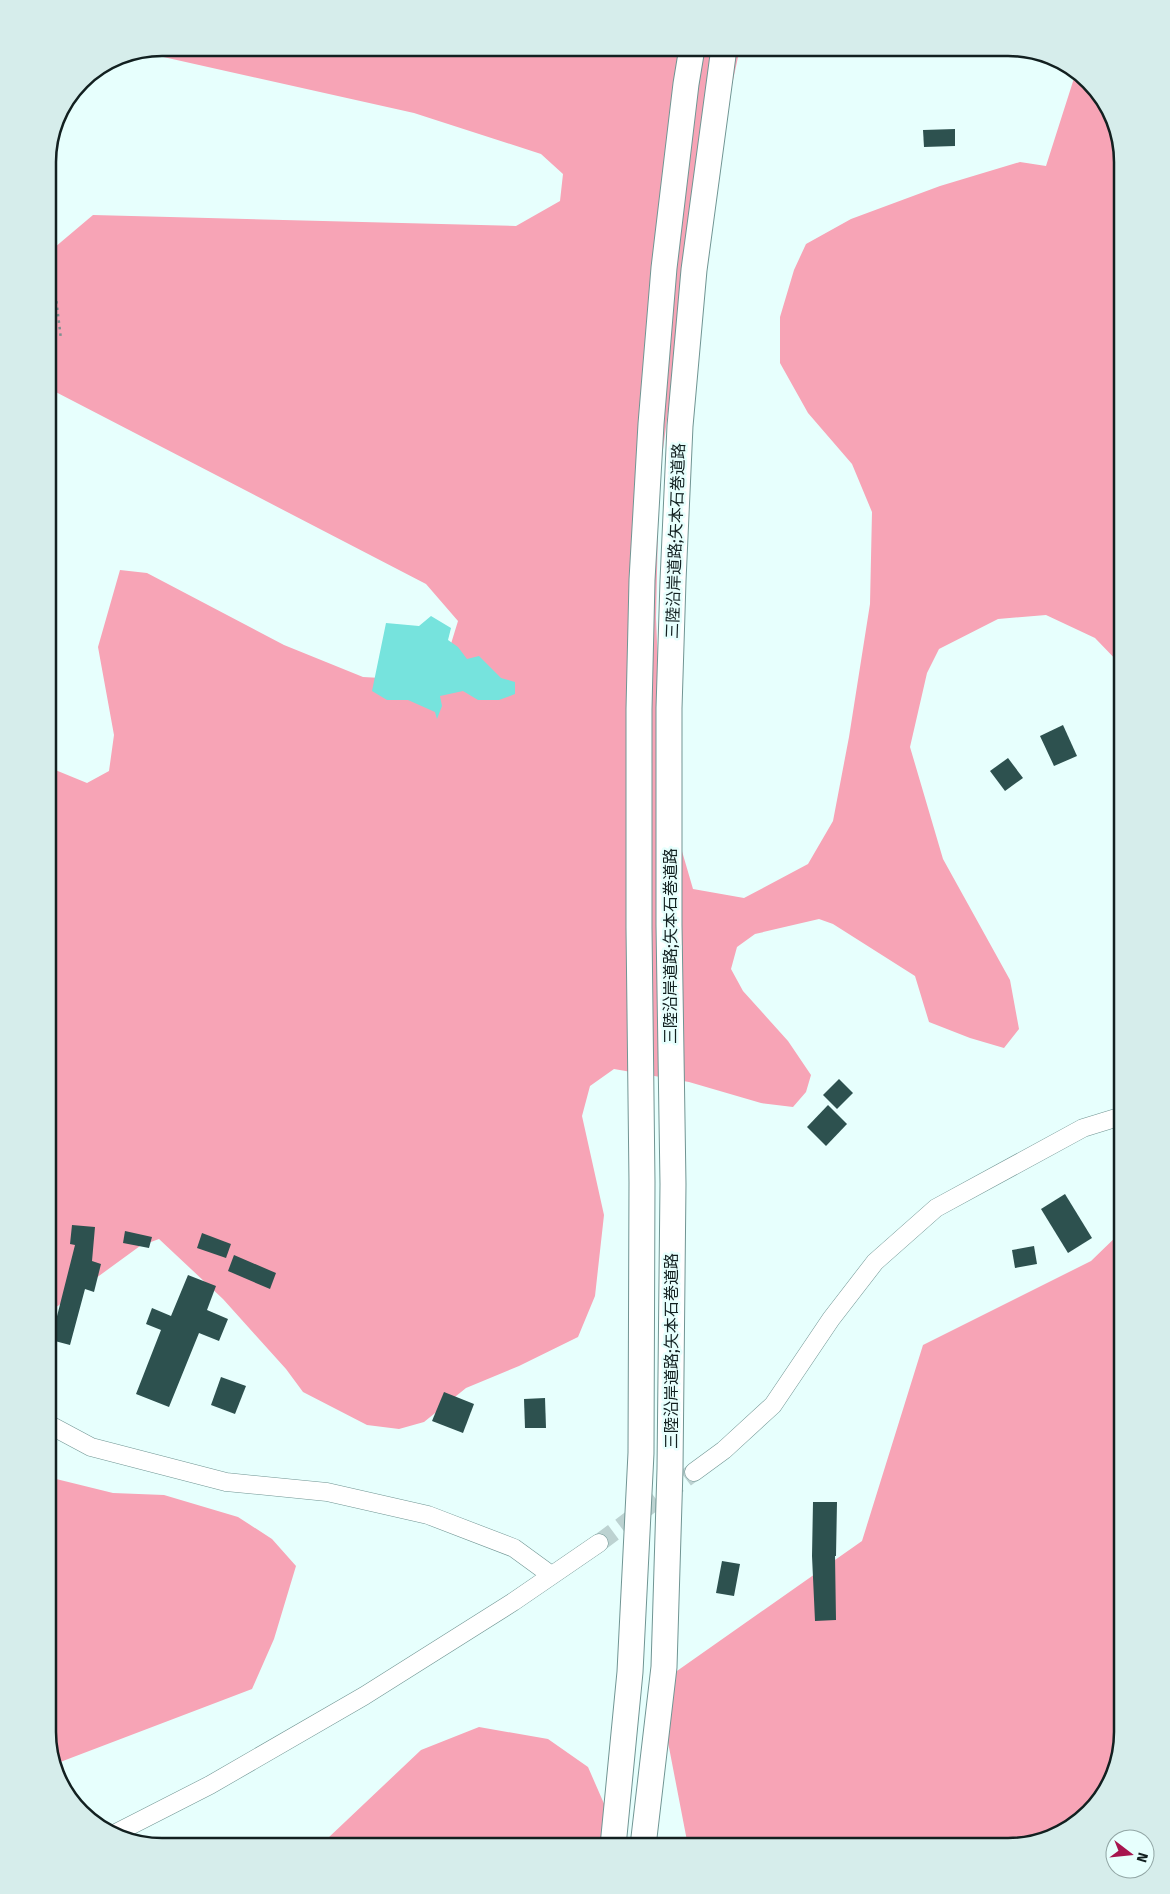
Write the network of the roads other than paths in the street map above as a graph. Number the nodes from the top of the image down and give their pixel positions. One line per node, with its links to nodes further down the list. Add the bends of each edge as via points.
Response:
1 (691, 56): 9 (highway, 三陸沿岸道路;矢本石巻道路, via 664,268 642,580 639,709 641,1453 630,1672)
2 (723, 56): 10 (highway, 三陸沿岸道路;矢本石巻道路, via 694,270 680,426 673,581 669,708 673,1184 670,1469 664,1667)
3 (1114, 1118): 5 (street, via 1083,1128 936,1208 875,1262 773,1404 724,1450)
4 (56, 1428): 7 (street, via 90,1447 226,1482 327,1492 428,1515 514,1548)
5 (694, 1472)
6 (599, 1543): 7 (street)
7 (551, 1575): 8 (street, via 364,1696 210,1785)
8 (122, 1830)
9 (614, 1838)
10 (644, 1838)

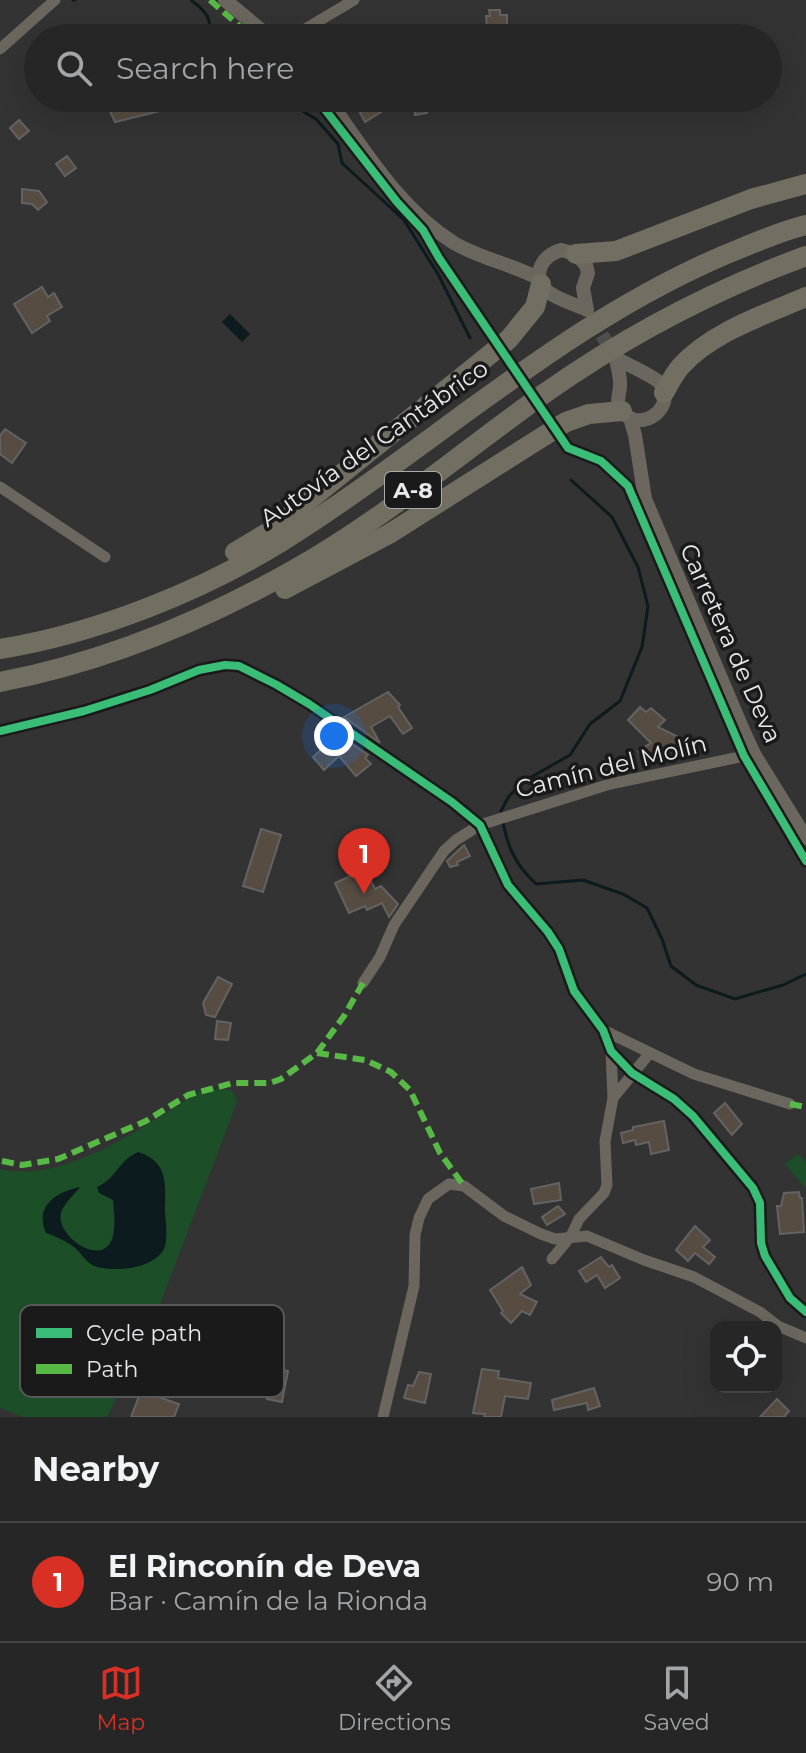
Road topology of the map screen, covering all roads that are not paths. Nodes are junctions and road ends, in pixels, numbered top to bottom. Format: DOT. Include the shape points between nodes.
graph roads {
  1 [pos="55,0"];
  2 [pos="225,0"];
  3 [pos="354,0"];
  4 [pos="30,24"];
  5 [pos="254,24"];
  6 [pos="314,24"];
  7 [pos="24,29"];
  8 [pos="0,49"];
  9 [pos="337,112"];
  10 [pos="806,184"];
  11 [pos="806,225"];
  12 [pos="576,254"];
  13 [pos="547,256"];
  14 [pos="806,256"];
  15 [pos="510,264"];
  16 [pos="540,281"];
  17 [pos="806,297"];
  18 [pos="641,374"];
  19 [pos="621,385"];
  20 [pos="664,393"];
  21 [pos="626,415"];
  22 [pos="651,418"];
  23 [pos="638,457"];
  24 [pos="0,487"];
  25 [pos="105,557"];
  26 [pos="0,639"];
  27 [pos="144,642"];
  28 [pos="0,649"];
  29 [pos="0,682"];
  30 [pos="0,731"];
  31 [pos="754,754"];
  32 [pos="480,825"];
  33 [pos="806,838"];
  34 [pos="363,983"];
  35 [pos="603,1030"];
  36 [pos="611,1051"];
  37 [pos="649,1054"];
  38 [pos="632,1073"];
  39 [pos="613,1098"];
  40 [pos="790,1104"];
  41 [pos="571,1236"];
  42 [pos="552,1259"];
  43 [pos="806,1312"];
  44 [pos="806,1338"];
  45 [pos="383,1417"];
  1 -- 4 [label="street"];
  2 -- 5 [label="street"];
  3 -- 6 [label="street"];
  7 -- 8 [label="street"];
  9 -- 15 [label="street" via="419,218 455,244"];
  10 -- 12 [label="highway" via="751,199 616,251"];
  11 -- 28 [label="highway, Autovía del Cantábrico / A-8" via="708,261 622,305 279,543 198,585 112,620"];
  12 -- 13 [label="street" via="561,250"];
  12 -- 16 [label="street" via="588,273 578,294 564,299 550,295"];
  13 -- 15 [label="street"];
  13 -- 16 [label="street"];
  14 -- 27 [label="highway, A-8" via="721,290 640,332 299,567"];
  15 -- 16 [label="street"];
  16 -- 26 [label="highway" via="535,307 509,339 272,530 195,575 122,605"];
  17 -- 20 [label="highway" via="695,353"];
  18 -- 19 [label="street"];
  18 -- 19 [label="street" via="616,358"];
  18 -- 20 [label="street" via="657,380"];
  19 -- 21 [label="street" via="617,394"];
  20 -- 22 [label="street" via="661,410"];
  21 -- 22 [label="street" via="642,421"];
  21 -- 23 [label="street, Carretera de Deva"];
  21 -- 27 [label="highway" via="589,414 566,422 389,534 247,609 184,634"];
  22 -- 23 [label="street, Carretera de Deva" via="642,429"];
  23 -- 31 [label="street, Carretera de Deva" via="645,499"];
  24 -- 25 [label="street"];
  27 -- 29 [label="highway, A-8" via="52,672"];
  30 -- 32 [label="street" via="84,711 199,670 239,666 331,719"];
  31 -- 32 [label="street, Camín del Molín" via="610,784"];
  31 -- 33 [label="street, Carretera de Deva"];
  32 -- 34 [label="street, Camín del Molín" via="444,851"];
  32 -- 35 [label="street" via="508,885 548,932 574,991"];
  35 -- 36 [label="street"];
  35 -- 37 [label="street"];
  36 -- 38 [label="street"];
  36 -- 39 [label="street"];
  37 -- 38 [label="street"];
  37 -- 40 [label="street"];
  38 -- 39 [label="street"];
  38 -- 43 [label="street" via="693,1116 749,1181 760,1203 765,1256 790,1298"];
  39 -- 41 [label="street" via="605,1141 607,1185"];
  41 -- 42 [label="street"];
  41 -- 44 [label="street" via="598,1239 694,1277"];
  41 -- 45 [label="street" via="555,1239 516,1223 464,1186 449,1184 428,1199 415,1235 414,1286"];
}
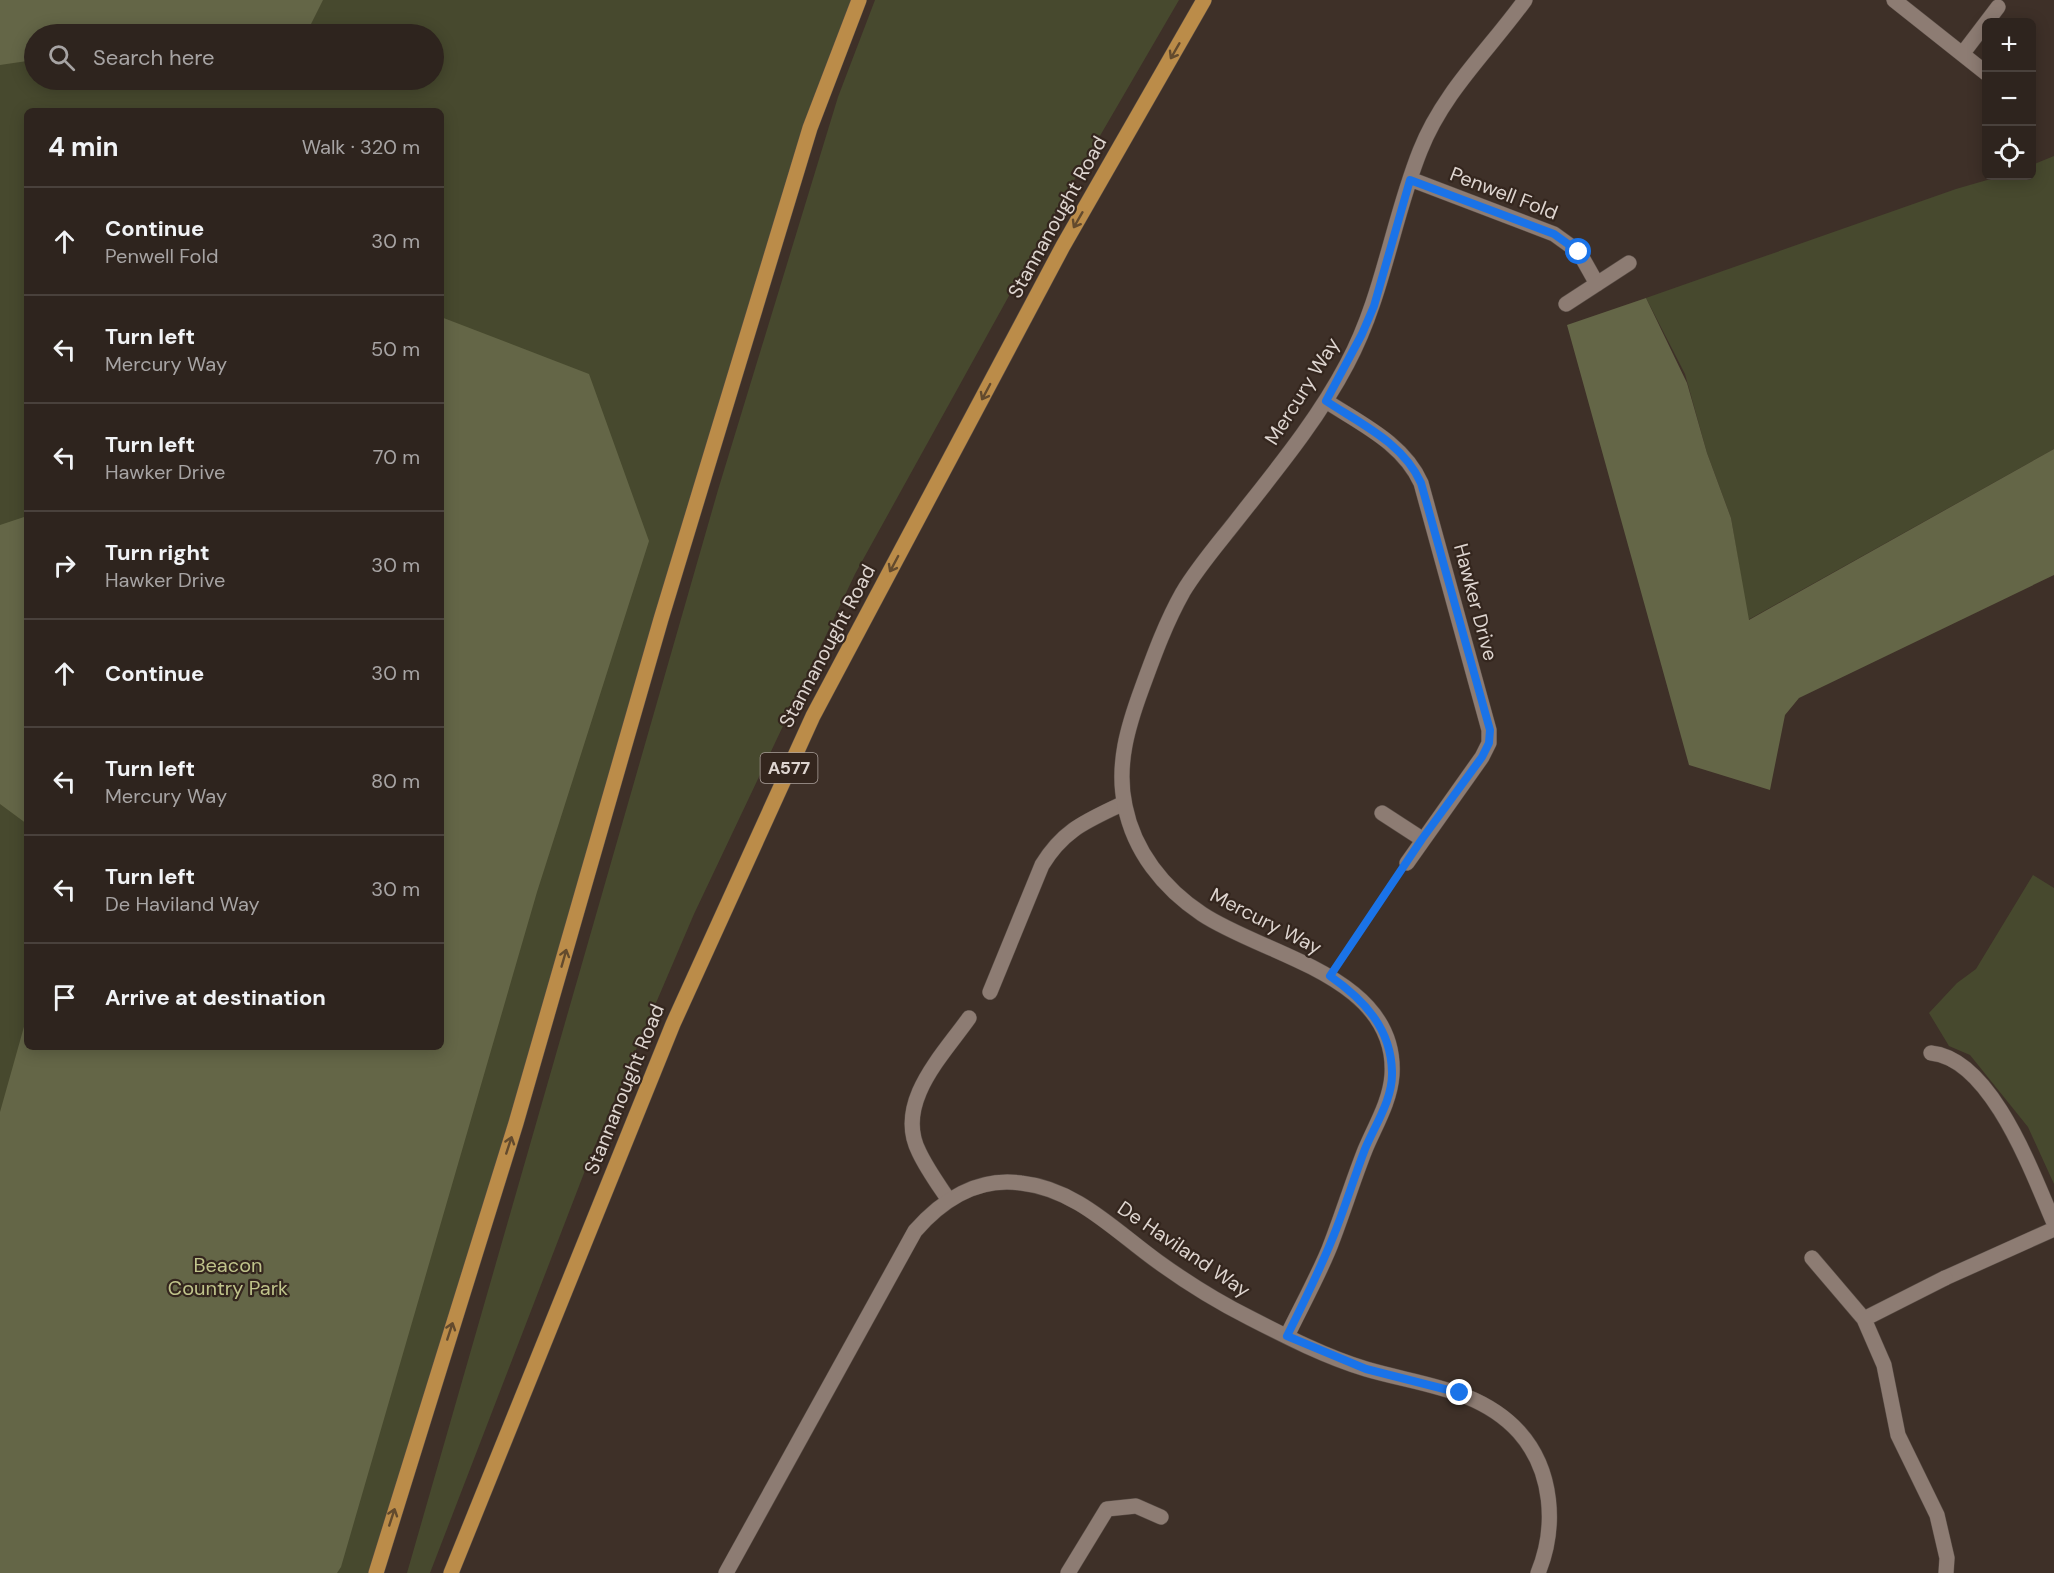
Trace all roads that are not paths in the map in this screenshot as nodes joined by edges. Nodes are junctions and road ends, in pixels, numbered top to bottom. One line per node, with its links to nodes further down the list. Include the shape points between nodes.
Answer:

◆ **What to work on**:
Among the lines of the records, copy out each one that contains the word "down".

◆ **Solved exercise**:
Write the network of the roads other than paths in the street map above as a graph. Number the nodes from the top of the image down and give their pixel positions. One line per node, with its links to nodes further down the list. Add the bends of each edge as via points.
Trace all roads that are not paths in the map in this screenshot as nodes joined by edges. Nodes are junctions and road ends, in pixels, numbered top to bottom. One line per node, with its links to nodes further down the list. Include the shape points between nodes.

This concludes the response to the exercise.